InsideOut Empowerment Principle #7: People often see their choices as either/or choices, creating imagined dilemmas and forced choices. For as long as I can remember, my family serves both pumpkin and apple pie for dessert on Thanksgiving. The question is always, “Do you want pumpkin or apple pie?” I want to know why I can’t have both? Now that’s a simple example with a simple solution. Think of some things you force yourself into a choice over when it would be possible for you to have both. For example, I want to eat chocolate/I want to lose weight; I want to buy the things I want/I want to eliminate my credit card debt; I want people to like me/I want to be myself.
InsideOut Empowerment Principle #6: Much of our health, both physical and emotional, is strongly affected by our actions and our thoughts, both of which we have the power to change. If you don’t like the emotions you are experiencing or your current state of health, you can indirectly affect change by changing your actions and/or your thinking.
InsideOut Empowerment Principle #5: When you find yourself unhappy about the conditions of your life, you should first clarify specifically what you want rather than focusing on what you want to avoid. So often, we can articulate what we don’t want but when asked to specify what we do want, we don’t know how. This is a little like making a list for the store of what you don’t need, going shopping, and expecting to come home with everything you want. It will never work.

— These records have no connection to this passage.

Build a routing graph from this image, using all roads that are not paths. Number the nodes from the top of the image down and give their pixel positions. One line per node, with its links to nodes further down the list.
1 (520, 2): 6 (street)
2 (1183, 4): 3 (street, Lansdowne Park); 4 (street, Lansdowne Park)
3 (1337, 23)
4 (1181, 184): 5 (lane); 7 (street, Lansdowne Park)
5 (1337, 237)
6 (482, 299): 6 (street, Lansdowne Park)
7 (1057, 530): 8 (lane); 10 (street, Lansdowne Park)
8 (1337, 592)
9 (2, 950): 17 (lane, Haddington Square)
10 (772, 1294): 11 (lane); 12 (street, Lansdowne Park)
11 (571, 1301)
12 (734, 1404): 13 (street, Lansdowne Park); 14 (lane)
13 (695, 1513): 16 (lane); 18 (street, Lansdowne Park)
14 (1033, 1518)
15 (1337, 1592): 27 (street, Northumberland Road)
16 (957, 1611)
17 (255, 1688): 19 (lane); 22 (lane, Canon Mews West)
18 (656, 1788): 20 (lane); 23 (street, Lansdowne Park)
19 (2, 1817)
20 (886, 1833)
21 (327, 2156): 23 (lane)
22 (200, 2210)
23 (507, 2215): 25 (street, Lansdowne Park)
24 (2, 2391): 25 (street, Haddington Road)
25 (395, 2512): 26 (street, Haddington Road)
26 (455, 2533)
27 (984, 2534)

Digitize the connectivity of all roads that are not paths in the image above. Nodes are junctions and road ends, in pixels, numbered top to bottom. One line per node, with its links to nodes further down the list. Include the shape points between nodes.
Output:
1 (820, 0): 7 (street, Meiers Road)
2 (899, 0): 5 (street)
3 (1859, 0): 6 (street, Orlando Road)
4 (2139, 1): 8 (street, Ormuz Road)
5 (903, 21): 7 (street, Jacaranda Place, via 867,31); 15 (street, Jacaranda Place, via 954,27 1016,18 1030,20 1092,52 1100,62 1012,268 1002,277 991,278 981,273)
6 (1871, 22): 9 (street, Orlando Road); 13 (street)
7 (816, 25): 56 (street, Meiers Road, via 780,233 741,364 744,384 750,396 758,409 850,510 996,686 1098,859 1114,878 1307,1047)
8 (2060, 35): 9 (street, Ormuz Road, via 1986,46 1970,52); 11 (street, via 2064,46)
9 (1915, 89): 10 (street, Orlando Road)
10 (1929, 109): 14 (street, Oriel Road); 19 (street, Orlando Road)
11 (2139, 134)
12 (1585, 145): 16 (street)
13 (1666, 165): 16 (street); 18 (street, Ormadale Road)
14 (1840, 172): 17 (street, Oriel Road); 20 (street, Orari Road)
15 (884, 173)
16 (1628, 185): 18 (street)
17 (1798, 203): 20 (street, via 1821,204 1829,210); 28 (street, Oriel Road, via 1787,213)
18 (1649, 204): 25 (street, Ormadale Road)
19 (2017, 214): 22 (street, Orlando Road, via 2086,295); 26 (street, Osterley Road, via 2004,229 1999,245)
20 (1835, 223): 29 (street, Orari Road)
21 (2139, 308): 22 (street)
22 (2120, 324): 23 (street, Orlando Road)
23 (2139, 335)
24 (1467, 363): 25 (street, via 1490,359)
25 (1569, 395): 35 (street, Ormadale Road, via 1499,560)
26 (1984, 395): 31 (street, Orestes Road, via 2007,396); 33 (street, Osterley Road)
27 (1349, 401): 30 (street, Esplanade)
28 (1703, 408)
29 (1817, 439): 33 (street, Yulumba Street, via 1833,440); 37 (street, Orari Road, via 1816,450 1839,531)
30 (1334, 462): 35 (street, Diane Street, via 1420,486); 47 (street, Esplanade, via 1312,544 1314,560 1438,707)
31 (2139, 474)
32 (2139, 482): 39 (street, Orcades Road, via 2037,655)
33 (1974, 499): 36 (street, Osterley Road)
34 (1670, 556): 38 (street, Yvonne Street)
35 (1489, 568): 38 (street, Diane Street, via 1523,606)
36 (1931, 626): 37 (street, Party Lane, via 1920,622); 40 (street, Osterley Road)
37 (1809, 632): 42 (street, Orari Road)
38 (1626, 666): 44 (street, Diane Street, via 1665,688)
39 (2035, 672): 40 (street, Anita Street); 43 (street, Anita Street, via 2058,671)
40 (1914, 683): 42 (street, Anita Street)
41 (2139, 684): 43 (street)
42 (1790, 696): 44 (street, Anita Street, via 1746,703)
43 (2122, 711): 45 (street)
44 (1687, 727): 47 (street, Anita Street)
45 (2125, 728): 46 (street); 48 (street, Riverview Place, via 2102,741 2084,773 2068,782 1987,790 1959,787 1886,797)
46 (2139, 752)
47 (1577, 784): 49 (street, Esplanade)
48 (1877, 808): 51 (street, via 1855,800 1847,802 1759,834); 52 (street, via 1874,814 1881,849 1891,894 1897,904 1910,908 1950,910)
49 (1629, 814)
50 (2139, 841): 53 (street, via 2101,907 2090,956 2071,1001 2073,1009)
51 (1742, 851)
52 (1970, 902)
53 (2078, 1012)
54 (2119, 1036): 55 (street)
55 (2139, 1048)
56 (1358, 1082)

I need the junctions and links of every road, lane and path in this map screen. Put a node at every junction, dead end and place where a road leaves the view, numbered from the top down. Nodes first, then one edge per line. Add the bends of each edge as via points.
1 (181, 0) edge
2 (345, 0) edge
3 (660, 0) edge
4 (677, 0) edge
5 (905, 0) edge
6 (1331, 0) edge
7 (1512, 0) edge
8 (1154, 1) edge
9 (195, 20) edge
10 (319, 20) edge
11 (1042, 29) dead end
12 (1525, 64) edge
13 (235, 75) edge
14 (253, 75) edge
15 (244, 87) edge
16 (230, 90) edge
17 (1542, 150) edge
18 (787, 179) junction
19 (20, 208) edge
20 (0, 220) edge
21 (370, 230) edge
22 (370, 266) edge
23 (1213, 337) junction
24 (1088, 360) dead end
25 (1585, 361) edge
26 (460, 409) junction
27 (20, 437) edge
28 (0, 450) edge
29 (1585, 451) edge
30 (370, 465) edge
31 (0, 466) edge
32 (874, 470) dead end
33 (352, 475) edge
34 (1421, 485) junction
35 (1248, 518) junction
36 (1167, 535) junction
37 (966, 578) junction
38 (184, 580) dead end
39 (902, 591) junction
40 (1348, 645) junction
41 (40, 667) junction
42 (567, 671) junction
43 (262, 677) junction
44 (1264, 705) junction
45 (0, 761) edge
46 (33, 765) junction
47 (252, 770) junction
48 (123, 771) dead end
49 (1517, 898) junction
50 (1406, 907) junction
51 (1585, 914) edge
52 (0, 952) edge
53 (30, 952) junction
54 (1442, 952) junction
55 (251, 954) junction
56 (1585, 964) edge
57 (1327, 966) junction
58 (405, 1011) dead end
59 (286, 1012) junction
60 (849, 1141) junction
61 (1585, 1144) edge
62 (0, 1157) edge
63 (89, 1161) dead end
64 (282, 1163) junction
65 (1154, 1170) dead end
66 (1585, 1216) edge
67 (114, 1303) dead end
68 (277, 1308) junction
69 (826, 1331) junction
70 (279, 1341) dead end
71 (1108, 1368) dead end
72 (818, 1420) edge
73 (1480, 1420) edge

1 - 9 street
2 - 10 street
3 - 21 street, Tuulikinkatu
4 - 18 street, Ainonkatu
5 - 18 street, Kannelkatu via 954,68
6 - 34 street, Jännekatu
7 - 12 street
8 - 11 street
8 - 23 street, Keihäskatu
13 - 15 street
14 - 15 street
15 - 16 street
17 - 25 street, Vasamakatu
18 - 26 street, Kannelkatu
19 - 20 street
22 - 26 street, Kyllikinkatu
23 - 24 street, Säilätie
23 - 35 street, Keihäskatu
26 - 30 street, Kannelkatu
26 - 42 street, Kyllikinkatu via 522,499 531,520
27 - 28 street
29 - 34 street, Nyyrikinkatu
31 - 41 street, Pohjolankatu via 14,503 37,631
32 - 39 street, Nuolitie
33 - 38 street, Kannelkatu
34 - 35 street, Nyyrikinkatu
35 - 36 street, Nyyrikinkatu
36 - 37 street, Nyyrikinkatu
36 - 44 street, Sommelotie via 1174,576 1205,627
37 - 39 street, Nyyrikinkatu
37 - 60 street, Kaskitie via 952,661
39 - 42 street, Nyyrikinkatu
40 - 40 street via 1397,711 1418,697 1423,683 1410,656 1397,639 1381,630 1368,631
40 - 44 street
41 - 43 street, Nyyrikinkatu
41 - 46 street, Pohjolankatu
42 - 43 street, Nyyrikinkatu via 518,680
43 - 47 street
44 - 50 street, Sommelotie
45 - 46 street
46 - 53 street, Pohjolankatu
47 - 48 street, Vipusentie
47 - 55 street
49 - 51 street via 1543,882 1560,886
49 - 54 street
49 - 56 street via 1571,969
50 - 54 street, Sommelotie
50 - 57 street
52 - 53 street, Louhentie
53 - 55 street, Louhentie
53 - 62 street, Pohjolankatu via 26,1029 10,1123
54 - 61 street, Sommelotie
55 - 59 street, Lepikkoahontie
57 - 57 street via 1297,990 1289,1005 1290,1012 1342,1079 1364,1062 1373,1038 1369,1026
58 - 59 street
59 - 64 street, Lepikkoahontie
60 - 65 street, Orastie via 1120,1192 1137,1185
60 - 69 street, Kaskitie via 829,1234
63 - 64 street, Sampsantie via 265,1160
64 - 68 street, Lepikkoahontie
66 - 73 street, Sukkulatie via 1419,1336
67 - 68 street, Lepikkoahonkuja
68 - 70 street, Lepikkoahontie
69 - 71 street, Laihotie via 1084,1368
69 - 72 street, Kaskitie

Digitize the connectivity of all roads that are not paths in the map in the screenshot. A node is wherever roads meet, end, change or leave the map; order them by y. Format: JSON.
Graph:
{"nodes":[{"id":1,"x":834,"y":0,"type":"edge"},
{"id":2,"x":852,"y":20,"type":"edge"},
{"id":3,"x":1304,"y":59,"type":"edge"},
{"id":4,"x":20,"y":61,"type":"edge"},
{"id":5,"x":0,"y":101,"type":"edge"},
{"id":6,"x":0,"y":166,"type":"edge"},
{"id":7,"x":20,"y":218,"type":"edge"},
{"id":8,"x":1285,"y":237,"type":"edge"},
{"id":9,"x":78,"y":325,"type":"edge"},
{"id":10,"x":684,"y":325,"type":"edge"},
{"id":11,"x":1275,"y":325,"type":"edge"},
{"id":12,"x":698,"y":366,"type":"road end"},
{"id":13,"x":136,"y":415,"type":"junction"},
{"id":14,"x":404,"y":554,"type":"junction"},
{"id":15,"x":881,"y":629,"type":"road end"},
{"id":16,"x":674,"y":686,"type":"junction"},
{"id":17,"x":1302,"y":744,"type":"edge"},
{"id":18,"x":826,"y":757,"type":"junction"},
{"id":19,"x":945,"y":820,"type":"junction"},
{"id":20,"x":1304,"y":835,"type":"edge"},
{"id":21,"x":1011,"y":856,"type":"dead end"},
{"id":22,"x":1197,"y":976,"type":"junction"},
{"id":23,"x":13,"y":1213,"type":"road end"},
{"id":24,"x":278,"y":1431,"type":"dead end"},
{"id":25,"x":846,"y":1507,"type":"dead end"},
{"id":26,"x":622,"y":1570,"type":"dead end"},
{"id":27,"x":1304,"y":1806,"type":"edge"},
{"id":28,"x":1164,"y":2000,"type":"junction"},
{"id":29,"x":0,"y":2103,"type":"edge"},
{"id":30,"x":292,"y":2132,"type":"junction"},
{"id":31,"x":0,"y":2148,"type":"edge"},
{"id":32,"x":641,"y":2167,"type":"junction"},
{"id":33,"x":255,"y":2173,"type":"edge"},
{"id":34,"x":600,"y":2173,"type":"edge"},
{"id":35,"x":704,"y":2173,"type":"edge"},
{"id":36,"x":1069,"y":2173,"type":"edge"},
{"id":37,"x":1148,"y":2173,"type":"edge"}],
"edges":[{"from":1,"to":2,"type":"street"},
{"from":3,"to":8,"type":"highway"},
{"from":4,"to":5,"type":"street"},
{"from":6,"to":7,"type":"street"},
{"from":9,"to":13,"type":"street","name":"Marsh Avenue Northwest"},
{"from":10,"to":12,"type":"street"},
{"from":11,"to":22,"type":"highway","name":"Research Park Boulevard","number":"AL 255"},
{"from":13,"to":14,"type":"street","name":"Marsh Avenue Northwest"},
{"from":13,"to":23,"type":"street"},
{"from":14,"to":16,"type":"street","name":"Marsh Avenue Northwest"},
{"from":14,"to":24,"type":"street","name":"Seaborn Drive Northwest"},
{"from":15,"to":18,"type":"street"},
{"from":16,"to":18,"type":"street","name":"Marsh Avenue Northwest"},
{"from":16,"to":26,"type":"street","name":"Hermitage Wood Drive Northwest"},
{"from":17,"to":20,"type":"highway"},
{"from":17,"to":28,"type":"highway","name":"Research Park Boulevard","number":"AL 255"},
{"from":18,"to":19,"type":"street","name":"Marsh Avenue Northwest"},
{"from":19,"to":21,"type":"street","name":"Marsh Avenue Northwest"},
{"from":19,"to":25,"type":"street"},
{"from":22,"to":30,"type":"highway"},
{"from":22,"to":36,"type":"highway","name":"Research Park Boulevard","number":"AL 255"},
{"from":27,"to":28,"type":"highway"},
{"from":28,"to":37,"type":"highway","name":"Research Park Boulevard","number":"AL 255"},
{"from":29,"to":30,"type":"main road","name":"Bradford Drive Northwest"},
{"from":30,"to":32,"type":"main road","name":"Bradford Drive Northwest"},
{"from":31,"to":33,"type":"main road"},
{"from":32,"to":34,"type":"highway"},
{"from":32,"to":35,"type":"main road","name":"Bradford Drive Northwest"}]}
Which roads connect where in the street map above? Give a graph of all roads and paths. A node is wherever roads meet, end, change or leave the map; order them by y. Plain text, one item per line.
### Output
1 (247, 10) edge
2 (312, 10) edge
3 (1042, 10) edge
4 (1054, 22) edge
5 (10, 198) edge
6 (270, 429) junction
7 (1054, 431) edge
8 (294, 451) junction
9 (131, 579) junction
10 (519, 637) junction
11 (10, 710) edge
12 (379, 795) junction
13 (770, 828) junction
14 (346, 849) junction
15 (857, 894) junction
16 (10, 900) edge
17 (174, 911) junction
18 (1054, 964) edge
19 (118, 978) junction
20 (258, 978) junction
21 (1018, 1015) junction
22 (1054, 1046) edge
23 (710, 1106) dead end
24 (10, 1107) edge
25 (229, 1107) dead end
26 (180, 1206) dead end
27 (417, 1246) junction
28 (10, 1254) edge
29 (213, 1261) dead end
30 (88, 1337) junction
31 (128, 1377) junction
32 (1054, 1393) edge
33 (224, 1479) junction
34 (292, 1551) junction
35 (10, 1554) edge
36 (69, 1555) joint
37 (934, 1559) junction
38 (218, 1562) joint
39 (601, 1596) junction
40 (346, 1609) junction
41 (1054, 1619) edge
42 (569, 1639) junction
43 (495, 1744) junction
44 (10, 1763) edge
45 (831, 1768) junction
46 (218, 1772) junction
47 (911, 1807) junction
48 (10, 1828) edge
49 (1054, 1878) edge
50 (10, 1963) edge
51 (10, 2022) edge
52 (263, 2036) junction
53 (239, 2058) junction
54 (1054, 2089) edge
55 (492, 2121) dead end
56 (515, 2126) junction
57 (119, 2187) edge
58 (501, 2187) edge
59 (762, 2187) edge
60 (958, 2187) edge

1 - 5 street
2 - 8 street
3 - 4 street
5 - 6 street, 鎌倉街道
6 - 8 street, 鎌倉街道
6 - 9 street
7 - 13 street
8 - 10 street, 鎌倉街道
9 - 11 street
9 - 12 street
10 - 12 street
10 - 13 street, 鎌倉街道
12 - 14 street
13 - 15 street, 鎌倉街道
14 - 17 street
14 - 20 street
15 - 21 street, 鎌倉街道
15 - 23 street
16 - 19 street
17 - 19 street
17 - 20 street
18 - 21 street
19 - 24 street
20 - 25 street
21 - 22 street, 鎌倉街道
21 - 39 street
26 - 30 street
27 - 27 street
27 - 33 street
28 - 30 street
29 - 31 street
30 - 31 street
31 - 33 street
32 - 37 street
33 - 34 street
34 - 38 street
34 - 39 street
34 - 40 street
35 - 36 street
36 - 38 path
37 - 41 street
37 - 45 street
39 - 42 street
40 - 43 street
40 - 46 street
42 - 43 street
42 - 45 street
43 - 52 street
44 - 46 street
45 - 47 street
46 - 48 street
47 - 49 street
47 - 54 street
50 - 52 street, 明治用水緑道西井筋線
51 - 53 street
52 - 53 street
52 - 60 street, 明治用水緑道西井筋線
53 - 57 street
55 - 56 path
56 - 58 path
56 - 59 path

InsideOut Empowerment Tenant #4: What you want is based on what feels good to you (increasing pleasure or avoiding pain). Remember, what you want feels good to you. It may not feel good to everyone, especially those close to you. If people know what you want, they may judge you if they don’t think it’s a “good” thing to want. For example, my son quit college 18 credits shy of graduating. I certainly didn’t think that was a good thing. He didn’t want to go further in debt by going another semester. This was his choice, his decision, his life. There were many people in his life, who claim to love him, that told him what a mistake he made. It’s seven years later and he earns a six-figure income in a sales position in a rural area where the cost of living is less than most places in the US. Should he have graduated? Who can say conclusively? Perhaps the stress of owing more money for student loans would have caused him to do something desperate. We’ll never know. All I know is that it was his decision to make and my job was to support him in his right to make it.